Data Engineering/Systems/Hadoop Event Ingestion Lifecycle

From Wikitech

High level overview of how an event makes it into the analytics-hadoop cluster.

Event Ingestion Lifecycle

(There is a recording of a talk describing this system (as well as EventLogging))

Producer code (EventBus, EventLogging, Flink, etc. etc.)


Canary Events

Why?

Most event streams in WMF Kafka are multi-datacenter. You can learn more about how we run multi-DC Kafka clusters.

An Event Platform stream can be made up of many individual topics in Kafka. In the multi DC case, usually a single stream is made up of its prefixed Kafka topics. E.g. my_stream would be made up of eqiad.my_stream and codfw.my_stream Kafka topics.

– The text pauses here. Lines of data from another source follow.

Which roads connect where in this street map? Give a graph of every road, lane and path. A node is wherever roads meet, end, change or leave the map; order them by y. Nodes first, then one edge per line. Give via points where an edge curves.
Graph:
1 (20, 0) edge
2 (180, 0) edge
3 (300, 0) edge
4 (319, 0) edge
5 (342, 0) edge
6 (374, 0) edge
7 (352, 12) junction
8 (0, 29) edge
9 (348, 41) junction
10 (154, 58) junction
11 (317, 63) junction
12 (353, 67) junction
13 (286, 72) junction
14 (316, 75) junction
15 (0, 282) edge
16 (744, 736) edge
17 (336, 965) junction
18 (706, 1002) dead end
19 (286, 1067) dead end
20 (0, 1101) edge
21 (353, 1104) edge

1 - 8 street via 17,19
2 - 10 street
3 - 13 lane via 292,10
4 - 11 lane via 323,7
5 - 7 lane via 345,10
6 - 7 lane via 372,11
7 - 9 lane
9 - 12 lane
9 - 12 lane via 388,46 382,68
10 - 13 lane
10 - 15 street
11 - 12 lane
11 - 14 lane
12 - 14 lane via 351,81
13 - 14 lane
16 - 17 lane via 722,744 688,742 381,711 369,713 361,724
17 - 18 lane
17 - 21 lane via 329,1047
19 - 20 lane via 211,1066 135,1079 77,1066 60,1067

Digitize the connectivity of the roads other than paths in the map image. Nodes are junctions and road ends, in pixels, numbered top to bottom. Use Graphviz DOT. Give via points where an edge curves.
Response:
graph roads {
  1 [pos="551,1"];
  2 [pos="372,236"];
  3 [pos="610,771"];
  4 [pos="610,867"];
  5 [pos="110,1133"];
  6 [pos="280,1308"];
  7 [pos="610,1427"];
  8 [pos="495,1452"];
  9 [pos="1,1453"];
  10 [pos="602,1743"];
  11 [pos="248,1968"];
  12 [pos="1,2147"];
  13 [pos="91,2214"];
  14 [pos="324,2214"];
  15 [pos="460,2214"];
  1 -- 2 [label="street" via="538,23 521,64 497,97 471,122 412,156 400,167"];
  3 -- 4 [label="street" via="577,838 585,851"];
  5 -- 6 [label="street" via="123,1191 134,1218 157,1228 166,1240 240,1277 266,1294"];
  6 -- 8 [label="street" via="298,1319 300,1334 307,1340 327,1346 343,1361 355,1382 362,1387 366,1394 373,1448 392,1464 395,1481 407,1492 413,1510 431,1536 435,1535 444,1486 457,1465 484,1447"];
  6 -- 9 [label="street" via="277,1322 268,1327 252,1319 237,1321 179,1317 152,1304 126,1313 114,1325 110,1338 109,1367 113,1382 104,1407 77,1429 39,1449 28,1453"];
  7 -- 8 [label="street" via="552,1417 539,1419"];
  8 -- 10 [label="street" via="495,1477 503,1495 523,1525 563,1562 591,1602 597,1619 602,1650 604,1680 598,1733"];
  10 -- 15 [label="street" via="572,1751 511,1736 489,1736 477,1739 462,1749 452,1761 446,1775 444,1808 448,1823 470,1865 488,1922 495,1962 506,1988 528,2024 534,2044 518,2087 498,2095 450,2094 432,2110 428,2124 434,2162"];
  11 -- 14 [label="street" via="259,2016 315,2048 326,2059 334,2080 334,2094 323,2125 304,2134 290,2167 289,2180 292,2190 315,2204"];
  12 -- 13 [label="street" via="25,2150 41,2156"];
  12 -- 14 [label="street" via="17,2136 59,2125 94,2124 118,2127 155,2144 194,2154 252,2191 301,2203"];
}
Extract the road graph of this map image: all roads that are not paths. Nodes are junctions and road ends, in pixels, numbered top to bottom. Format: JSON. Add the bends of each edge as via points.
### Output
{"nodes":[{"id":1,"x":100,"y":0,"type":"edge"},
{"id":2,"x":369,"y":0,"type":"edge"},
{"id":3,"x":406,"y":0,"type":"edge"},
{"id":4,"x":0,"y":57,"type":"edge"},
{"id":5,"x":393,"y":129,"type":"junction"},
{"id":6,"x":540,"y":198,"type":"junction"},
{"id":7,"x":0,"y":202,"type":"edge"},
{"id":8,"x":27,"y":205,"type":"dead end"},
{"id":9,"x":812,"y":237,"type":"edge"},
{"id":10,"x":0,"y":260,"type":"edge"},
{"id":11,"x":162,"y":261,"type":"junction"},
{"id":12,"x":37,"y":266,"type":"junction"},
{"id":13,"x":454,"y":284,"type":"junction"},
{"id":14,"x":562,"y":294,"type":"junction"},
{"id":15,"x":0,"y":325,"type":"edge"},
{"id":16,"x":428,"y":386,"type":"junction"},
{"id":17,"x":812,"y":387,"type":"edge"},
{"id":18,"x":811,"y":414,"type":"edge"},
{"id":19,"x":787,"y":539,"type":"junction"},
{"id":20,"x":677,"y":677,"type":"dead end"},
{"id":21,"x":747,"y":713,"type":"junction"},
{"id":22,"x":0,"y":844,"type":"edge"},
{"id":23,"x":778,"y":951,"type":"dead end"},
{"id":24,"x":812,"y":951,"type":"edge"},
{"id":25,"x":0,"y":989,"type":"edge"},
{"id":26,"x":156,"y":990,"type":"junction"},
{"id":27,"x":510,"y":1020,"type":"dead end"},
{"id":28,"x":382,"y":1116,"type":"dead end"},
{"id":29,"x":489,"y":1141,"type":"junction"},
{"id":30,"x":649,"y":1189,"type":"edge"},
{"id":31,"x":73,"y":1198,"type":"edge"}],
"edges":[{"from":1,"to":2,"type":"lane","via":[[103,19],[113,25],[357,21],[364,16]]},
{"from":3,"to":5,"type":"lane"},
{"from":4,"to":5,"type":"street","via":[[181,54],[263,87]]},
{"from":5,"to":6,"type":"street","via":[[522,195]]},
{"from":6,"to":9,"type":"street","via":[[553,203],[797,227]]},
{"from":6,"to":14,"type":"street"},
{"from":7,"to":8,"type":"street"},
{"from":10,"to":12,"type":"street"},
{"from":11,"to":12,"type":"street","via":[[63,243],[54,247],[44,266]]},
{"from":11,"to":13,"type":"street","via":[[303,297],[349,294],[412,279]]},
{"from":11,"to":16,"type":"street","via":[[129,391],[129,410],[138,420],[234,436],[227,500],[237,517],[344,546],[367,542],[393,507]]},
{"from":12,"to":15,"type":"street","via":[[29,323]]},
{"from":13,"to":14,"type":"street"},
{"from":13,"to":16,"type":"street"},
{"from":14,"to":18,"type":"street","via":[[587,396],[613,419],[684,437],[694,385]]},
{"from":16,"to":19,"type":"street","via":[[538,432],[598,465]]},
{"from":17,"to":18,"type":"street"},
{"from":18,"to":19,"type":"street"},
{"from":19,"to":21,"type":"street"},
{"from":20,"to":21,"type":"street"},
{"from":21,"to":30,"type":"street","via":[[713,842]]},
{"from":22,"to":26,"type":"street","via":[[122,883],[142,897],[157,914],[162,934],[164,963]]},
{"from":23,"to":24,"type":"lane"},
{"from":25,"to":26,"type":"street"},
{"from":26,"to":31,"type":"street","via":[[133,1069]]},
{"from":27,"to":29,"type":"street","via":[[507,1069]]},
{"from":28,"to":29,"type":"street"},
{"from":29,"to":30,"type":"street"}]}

In Hive (via Refine) we ingest these Kafka topics into tables in the event database named after the stream. The datacenter Kafka topic prefixes are added as a datacenter Hive partition key.

Downstream jobs that use these Hive event tables need to know when an hourly partition has completed.

Problem

Problem: If there is no data in one of a stream's composite Kafka topics for a given hour, how can we differentiate between the following scenarios?

  1. There is a problem somewhere with in the ingestion pipeline, and data failed to be ingested.
  2. There really was no data produced to the topic during this hour.

Solution

We solve this problem by producing artificial 'canary' events into every stream. As long as we successfully produce at least one canary event into all of a stream's composite topics every hour, we can be sure that there should be at least one event in every topic every hour. If there are no events for a topic in an hour, then something is broken. Downstream jobs can hope that the hourly Hive partition will be ingested later, and wait until it is.

ProduceCanaryEvents

As of 2023-06, The ProduceCanaryEvents job runs as a systemd timer several times an hour. It …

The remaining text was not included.